The downhole tool 202 may have one or more components made of a material as described herein and in accordance with embodiments of the disclosure. In an embodiment, the downhole tool 202 and/or its components may be a drillable tool made from drillable composite material(s), such as glass fiber/epoxy, carbon fiber/epoxy, glass fiber/PEEK, carbon fiber/PEEK, etc. Other resins may include phenolic, polyamide, etc. All mating surfaces of the downhole tool 202 may be configured with an angle, such that corresponding components may be placed under compression instead of shear.
The downhole tool 202 may have one or more components made of non-composite material, such as a metal or metal alloys. The downhole tool 202 may have one or more components made of a reactive material (e.g., dissolvable, degradable, etc.).
In embodiments, one or more components may be made of a metallic material, such as an aluminum-based or magnesium-based material. The metallic material may be reactive, such as dissolvable, which is to say under certain conditions the respective component(s) may begin to dissolve, and thus alleviating the need for drill thru. In embodiments, the components of the tool 202 may be made of dissolvable aluminum-, magnesium-, or aluminum-magnesium-based (or alloy, complex, etc.) material.
One or more components of tool 202 may be made of non-dissolvable materials (e.g., materials suitable for and are known to withstand downhole environments [including extreme pressure, temperature, fluid properties, etc.] for an extended period of time (predetermined or otherwise) as may be desired).
Just the same, one or more components of a tool of embodiments disclosed herein may be made of reactive materials (e.g., materials suitable for and are known to dissolve, degrade, etc. in downhole environments [including extreme pressure, temperature, fluid properties, etc.] after a brief or limited period of time (predetermined or otherwise) as may be desired). In an embodiment, a component made of a reactive material may begin to react within about 3 to about 48 hours after setting of the downhole tool 202.
The downhole tool 202 (and other tool embodiments disclosed herein) and/or one or more of its components may be 3D printed as would be apparent to one of skill in the art, such as via one or more known methods or processes.
Referring now to FIGS. 2C-2E together, a longitudinal view, a longitudinal cross-sectional view, and an isometric component break-out view, respectively, of downhole tool 202 useable with system (200, FIG. 2A) and illustrative of embodiments disclosed herein, are shown. The downhole tool 202 may include a mandrel 214 that extends through the tool (or tool body) 202. The mandrel 214 may be a solid body. In other aspects, the mandrel 214 may include a flowpath or bore 250 formed therein (e.g., an axial bore). The bore 250 may extend partially or for a short distance through the mandrel 214, as shown in FIG. 2E. Alternatively, the bore 250 may extend through the entire mandrel 214, with an opening at its proximate end 248 and oppositely at its distal end 246 (near downhole end of the tool 202), as illustrated by FIG. 2D.

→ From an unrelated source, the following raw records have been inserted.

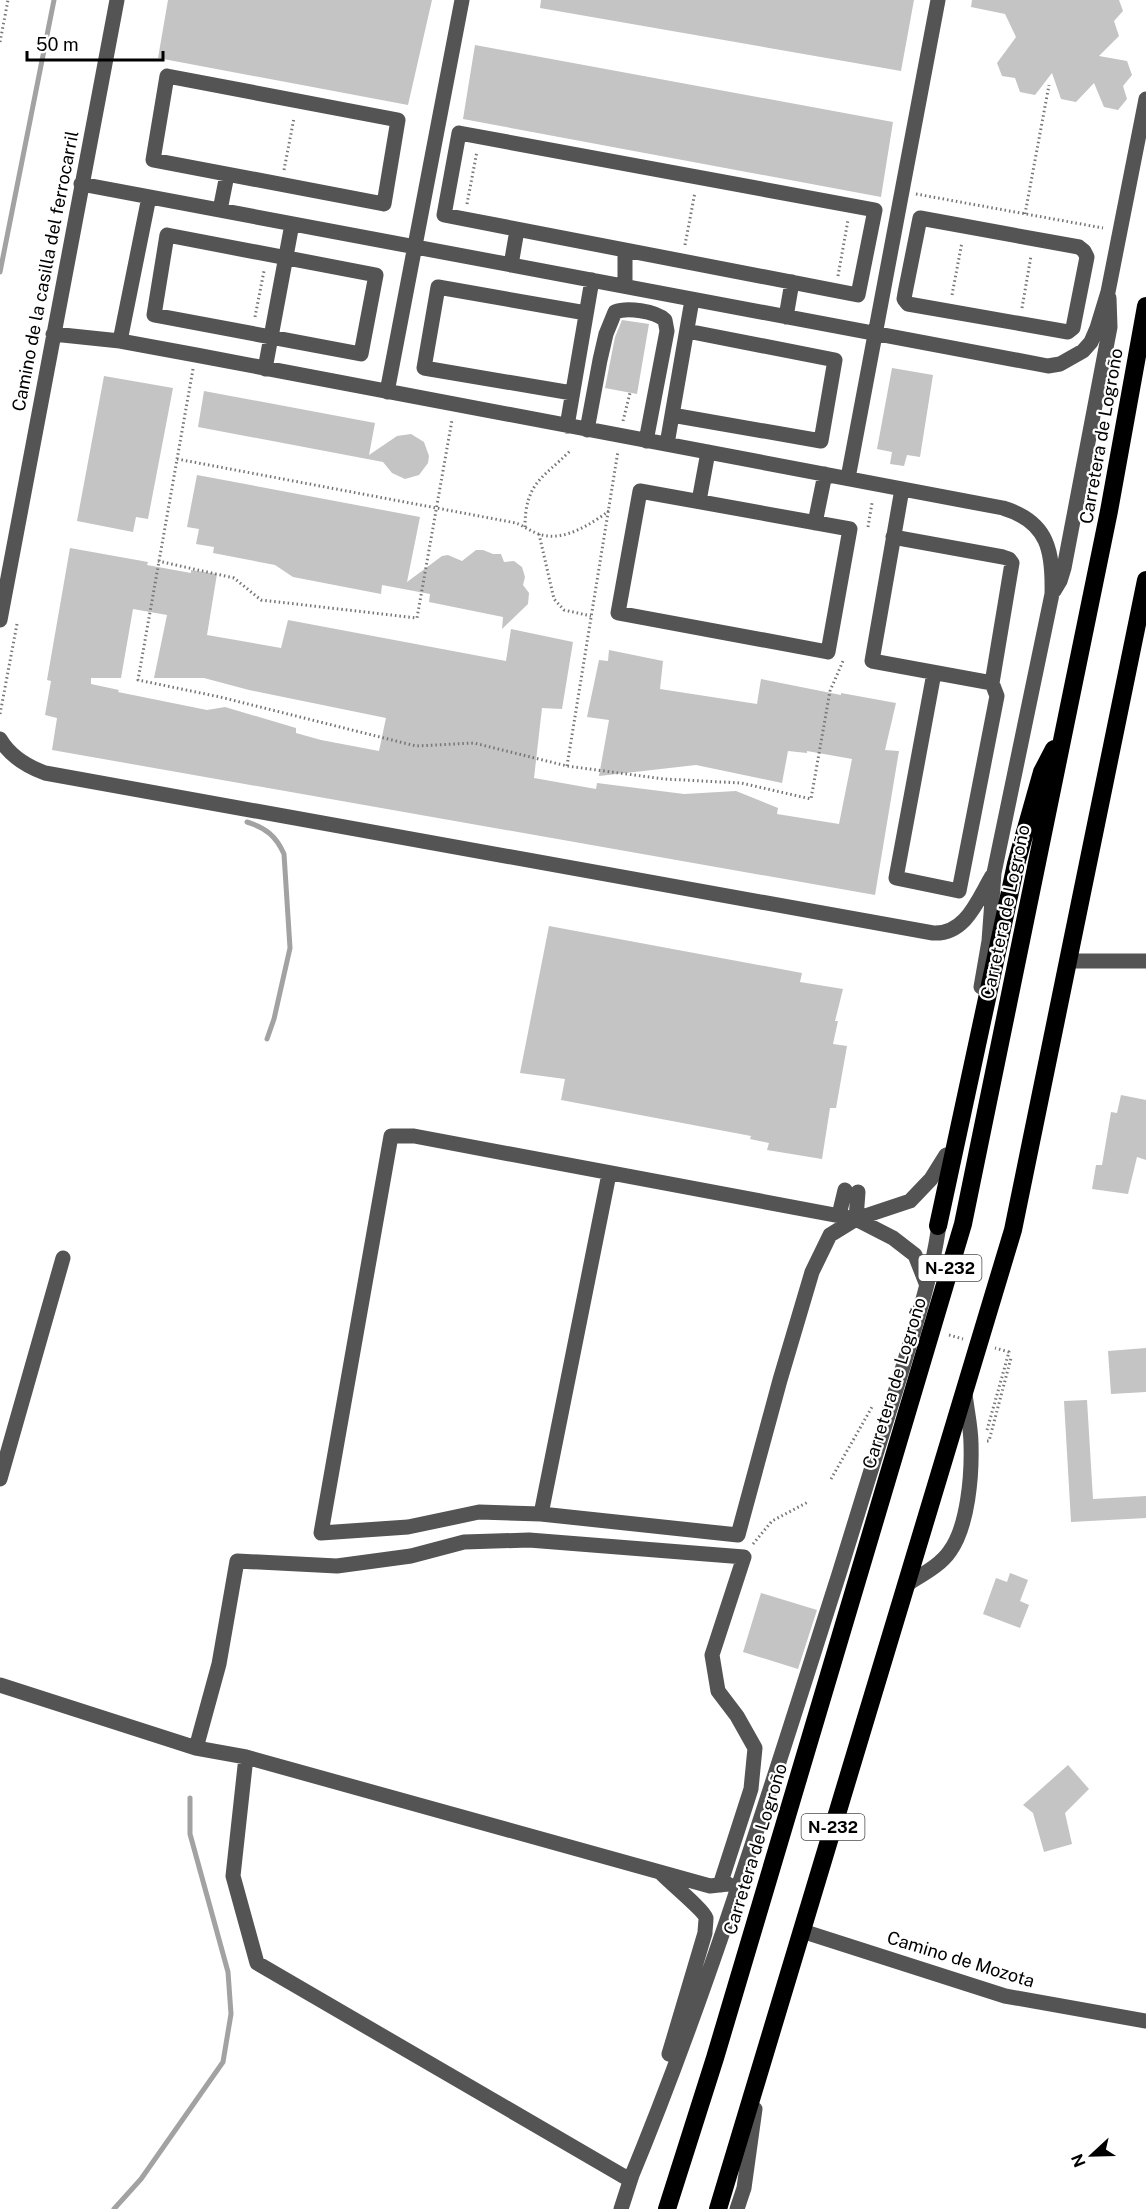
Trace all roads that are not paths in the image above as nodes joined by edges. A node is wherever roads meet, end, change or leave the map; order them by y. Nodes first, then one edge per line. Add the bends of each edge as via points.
1 (117, 0) edge
2 (462, 0) edge
3 (938, 0) edge
4 (1146, 99) edge
5 (227, 175) junction
6 (81, 184) junction
7 (149, 197) junction
8 (220, 210) junction
9 (874, 210) junction
10 (898, 215) junction
11 (920, 218) junction
12 (292, 224) junction
13 (517, 230) junction
14 (415, 247) junction
15 (624, 251) junction
16 (891, 256) junction
17 (286, 257) junction
18 (911, 261) junction
19 (511, 265) junction
20 (591, 280) junction
21 (792, 282) junction
22 (625, 286) junction
23 (1108, 292) junction
24 (692, 300) junction
25 (1146, 306) edge
26 (586, 313) junction
27 (786, 317) junction
28 (687, 331) junction
29 (53, 334) junction
30 (876, 334) junction
31 (270, 337) junction
32 (120, 341) junction
33 (265, 369) junction
34 (387, 392) junction
35 (572, 393) junction
36 (672, 415) junction
37 (567, 426) junction
38 (587, 430) junction
39 (646, 441) junction
40 (667, 444) junction
41 (708, 452) junction
42 (825, 474) junction
43 (848, 478) junction
44 (902, 489) junction
45 (699, 501) junction
46 (815, 523) junction
47 (893, 537) junction
48 (1146, 580) edge
49 (1052, 594) junction
50 (0, 620) edge
51 (934, 673) junction
52 (992, 684) junction
53 (1064, 732) junction
54 (0, 739) edge
55 (994, 873) junction
56 (1068, 961) junction
57 (1146, 962) edge
58 (946, 1155) junction
59 (609, 1174) junction
60 (839, 1215) junction
61 (856, 1219) junction
62 (938, 1226) junction
63 (63, 1258) dead end
64 (926, 1283) junction
65 (965, 1391) junction
66 (0, 1479) edge
67 (542, 1514) junction
68 (906, 1585) junction
69 (0, 1685) edge
70 (196, 1748) junction
71 (246, 1757) junction
72 (657, 1870) junction
73 (739, 1882) junction
74 (720, 1885) junction
75 (802, 1931) junction
76 (1146, 2021) edge
77 (760, 2070) junction
78 (630, 2180) junction
79 (621, 2209) edge
80 (667, 2209) edge
81 (718, 2209) edge
82 (737, 2209) edge

1 - 6 street, Camino de la casilla del ferrocarril
2 - 14 street
3 - 10 street
4 - 23 street
5 - 5 street via 384,204 398,120 168,76 153,160
5 - 8 street
6 - 7 street
6 - 29 street, Camino de la casilla del ferrocarril
7 - 8 street
7 - 32 street
8 - 12 street
9 - 10 street
9 - 13 street via 459,133 444,215
9 - 21 street via 858,295
10 - 11 street
10 - 16 street
11 - 18 street
11 - 18 street via 1084,251 1087,257 1074,324 1068,332 908,304 904,299
12 - 14 street
12 - 17 street
13 - 15 street
13 - 19 street
14 - 19 street
14 - 34 street
15 - 21 street
15 - 22 street
16 - 18 street
16 - 30 street
17 - 31 street
17 - 31 street via 376,275 361,354
17 - 31 street via 168,234 154,315
19 - 20 street
20 - 22 street
20 - 26 street
21 - 27 street
22 - 24 street
23 - 30 street via 1091,342 1060,364 1048,366
23 - 49 street via 1108,338 1064,568
24 - 27 street
24 - 28 street
25 - 53 highway, Carretera de Logroño / N-232
26 - 35 street
26 - 35 street via 438,287 424,368
27 - 30 street
28 - 36 street
28 - 36 street via 836,360 821,441
29 - 32 street
29 - 50 street, Camino de la casilla del ferrocarril
30 - 43 street
31 - 33 street
32 - 33 street
33 - 34 street
34 - 37 street
35 - 37 street
36 - 40 street
37 - 38 street
38 - 39 street
38 - 39 street via 606,334 615,312 626,309 658,315 667,331
39 - 40 street
40 - 41 street
41 - 42 street
41 - 45 street
42 - 43 street
42 - 46 street
43 - 44 street
44 - 47 street
44 - 49 street via 1003,508 1027,518 1043,535 1049,550
45 - 46 street
45 - 46 street via 640,491 618,614 828,652 850,530
47 - 51 street via 872,661
47 - 52 street via 1003,557 1012,563
48 - 56 highway, N-232
49 - 55 street
51 - 52 street
51 - 52 street via 896,878 959,891 997,696
53 - 62 highway via 1041,772 1016,864
53 - 80 highway, Carretera de Logroño / N-232 via 963,1224
54 - 55 street via 21,762 45,773 933,933 945,932 966,920
55 - 58 street via 989,941
56 - 57 street
56 - 65 highway, N-232 via 1013,1230
58 - 61 street via 910,1201
58 - 62 street
59 - 60 street
59 - 67 street
59 - 67 street via 414,1136 391,1136 321,1533 408,1527 479,1512
60 - 61 street
60 - 61 street via 852,1191
61 - 64 street via 893,1238 915,1255
61 - 67 street via 830,1235 812,1272 738,1535
62 - 64 street
63 - 66 street
64 - 73 street via 867,1486
65 - 68 highway, N-232
65 - 68 street via 970,1466 957,1539 943,1559
68 - 75 highway, N-232
69 - 70 street
70 - 71 street
70 - 74 street via 219,1664 237,1561 337,1566 411,1557 464,1542 529,1540 744,1557 712,1655 718,1690 755,1748 751,1789
71 - 72 street
71 - 78 street via 233,1876 257,1963
72 - 74 street via 710,1886
72 - 78 street via 702,1911 706,1918 705,1933
73 - 74 street
73 - 78 street via 663,2102
75 - 76 street, Camino de Mozota via 1005,1996
75 - 77 highway, N-232
77 - 81 highway, N-232
77 - 82 street via 744,2188
78 - 79 street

The presence of the bore 250 or other flowpath through the mandrel 214 may indirectly be dictated by operating conditions. That is, in most instances the tool 202 may be large enough in diameter (e.g., 4¾ inches) that the bore 250 may be correspondingly large enough (e.g., 1¼ inches) so that debris and junk can pass or flow through the bore 250 without plugging concerns. However, with the use of a smaller diameter tool 202, the size of the bore 250 may need to be correspondingly smaller, which may result in the tool 202 being prone to plugging. Accordingly, the mandrel may be made solid to alleviate the potential of plugging within the tool 202.
With the presence of the bore 250, the mandrel 214 may have an inner bore surface 247, which may include one or more threaded surfaces formed thereon. As such, there may be a first set of threads 216 configured for coupling the mandrel 214 with corresponding threads 256 of a setting adapter 252.
The coupling of the threads, which may be shear threads, may facilitate detachable connection of the tool 202 and the setting adapter 252 and/or workstring (212, FIG. 2B) at the threads. It is within the scope of the disclosure that the tool 202 may also have one or more predetermined failure points (not shown) configured to fail or break separately from any threaded connection. The failure point may fail or shear at a predetermined axial force greater than the force required to set the tool 202.
The adapter 252 may include a stud 253 configured with the threads 256 thereon. In an embodiment, the stud 253 has external (male) threads 256 and the mandrel 214 has internal (female) threads; however, type or configuration of threads is not meant to be limited, and could be, for example, a vice versa female-male connection, respectively.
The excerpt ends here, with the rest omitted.